There just aren't enough batteries to store the kind of energy we need. The power consumption throughout a city is just too high. We'd suck the batteries dry in minutes, and we're talking about a lot of batteries. Remember, batteries are expensive.

Another thing about batteries is that they drain constantly, even when not in use. In order for a battery to be any good in a power grid, it has to be constantly hooked up to the charge circuit when it's not in use. You can't charge it and set it aside, because it might drain all the way down before the next emergency. You have to keep it charging to make sure it's full when you need it. That ruins batteries real fast, and remember, batteries are expensive.

There's just no good way to store energy on this scale. We're talking about the energy requirements of multi-state regions. We still try, but storing energy for an emergency just isn't feasible. We haven't even touched on the fact that in order to store energy, you have to be producing a surplus - that in itself is no mean feat. Sometimes when you hit a slow cycle, the machines themselves need time to cool down and be checked for maintenance. It's possible that California just may not be able to produce surplus energy with the number of people they have using it up. The Midwest is different, there is a lot of empty space there.

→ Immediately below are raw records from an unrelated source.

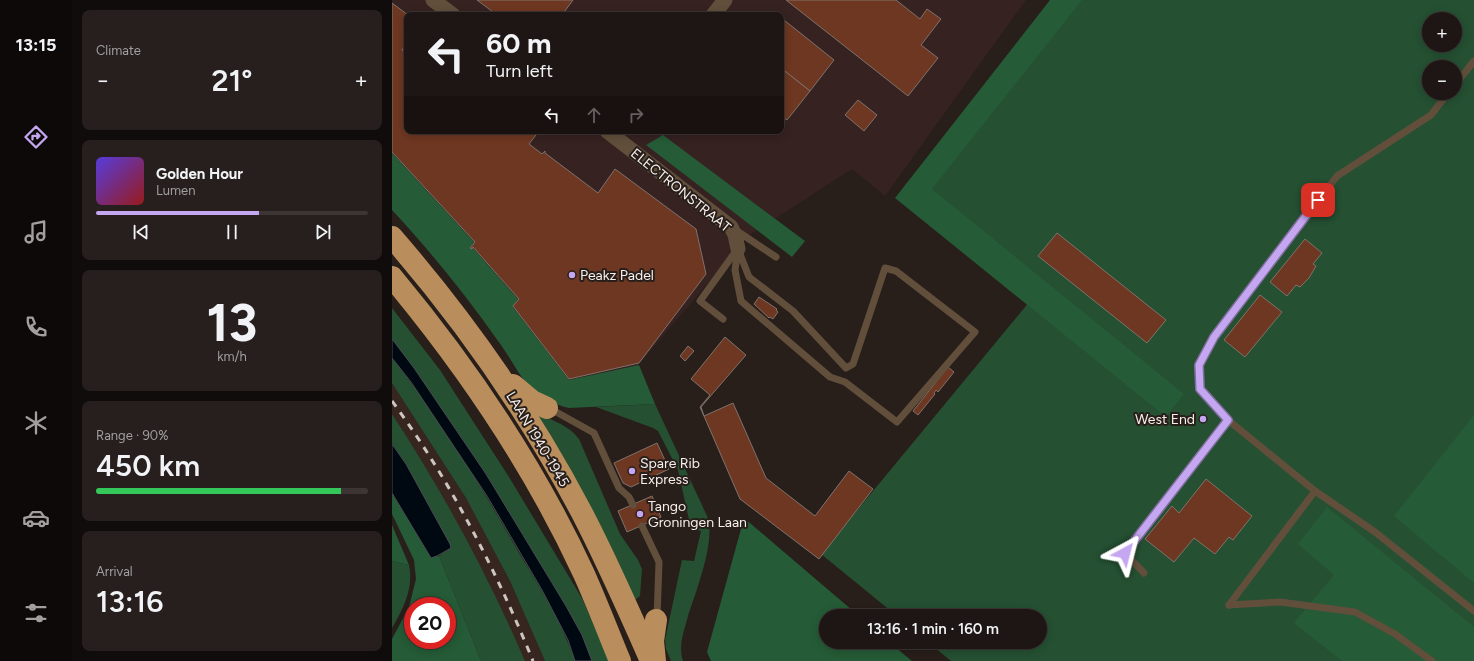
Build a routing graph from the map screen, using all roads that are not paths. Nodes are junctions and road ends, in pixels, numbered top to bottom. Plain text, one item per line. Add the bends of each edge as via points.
1 (433, 0) edge
2 (725, 0) edge
3 (449, 12) edge
4 (715, 12) edge
5 (1474, 61) edge
6 (1462, 76) edge
7 (1442, 100) edge
8 (616, 134) edge
9 (731, 227) junction
10 (392, 237) edge
11 (738, 249) junction
12 (776, 257) dead end
13 (392, 277) edge
14 (723, 319) dead end
15 (491, 365) junction
16 (547, 408) joint
17 (1228, 420) junction
18 (1316, 491) junction
19 (632, 505) dead end
20 (642, 526) dead end
21 (1144, 573) dead end
22 (1474, 611) edge
23 (656, 620) joint
24 (620, 661) edge
25 (651, 661) edge
26 (655, 661) edge
27 (1432, 661) edge

1 - 3 street
2 - 4 street
5 - 6 lane
7 - 17 lane via 1431,114 1337,176 1214,337 1199,365 1200,389
8 - 9 street, ELECTRONSTRAAT
9 - 11 street, ELECTRONSTRAAT
9 - 12 lane
10 - 15 highway, LAAN 1940-1945 via 454,312
11 - 11 lane via 735,270 741,301 830,377 845,382 897,422 975,332 896,271 885,268 853,364 846,368 793,311 749,278
11 - 14 lane via 700,301
13 - 24 highway, LAAN 1940-1945 via 458,361 528,471 584,574
15 - 16 highway via 532,401
15 - 25 highway, LAAN 1940-1945 via 532,426 582,513
16 - 19 lane via 594,433 619,488 629,497
17 - 18 lane
17 - 21 lane via 1125,553
18 - 22 lane via 1375,532
18 - 27 lane via 1229,605 1280,602 1355,612 1395,634
20 - 23 lane via 659,562
23 - 26 highway via 653,641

The best mechanism for dealing with high loads and energy shortages is not to store energy for emergencies, but to call up another company three states away and see what they've got for you. Every grid in the United States and Canada is hooked up to one another in some fashion. That's our emergency plan. It isn't feasible to store energy in batteries, but it is feasible to build enough plants in the Midwest to supply all of North America with electricity.

_________________
Buckle your pants or they might fall down.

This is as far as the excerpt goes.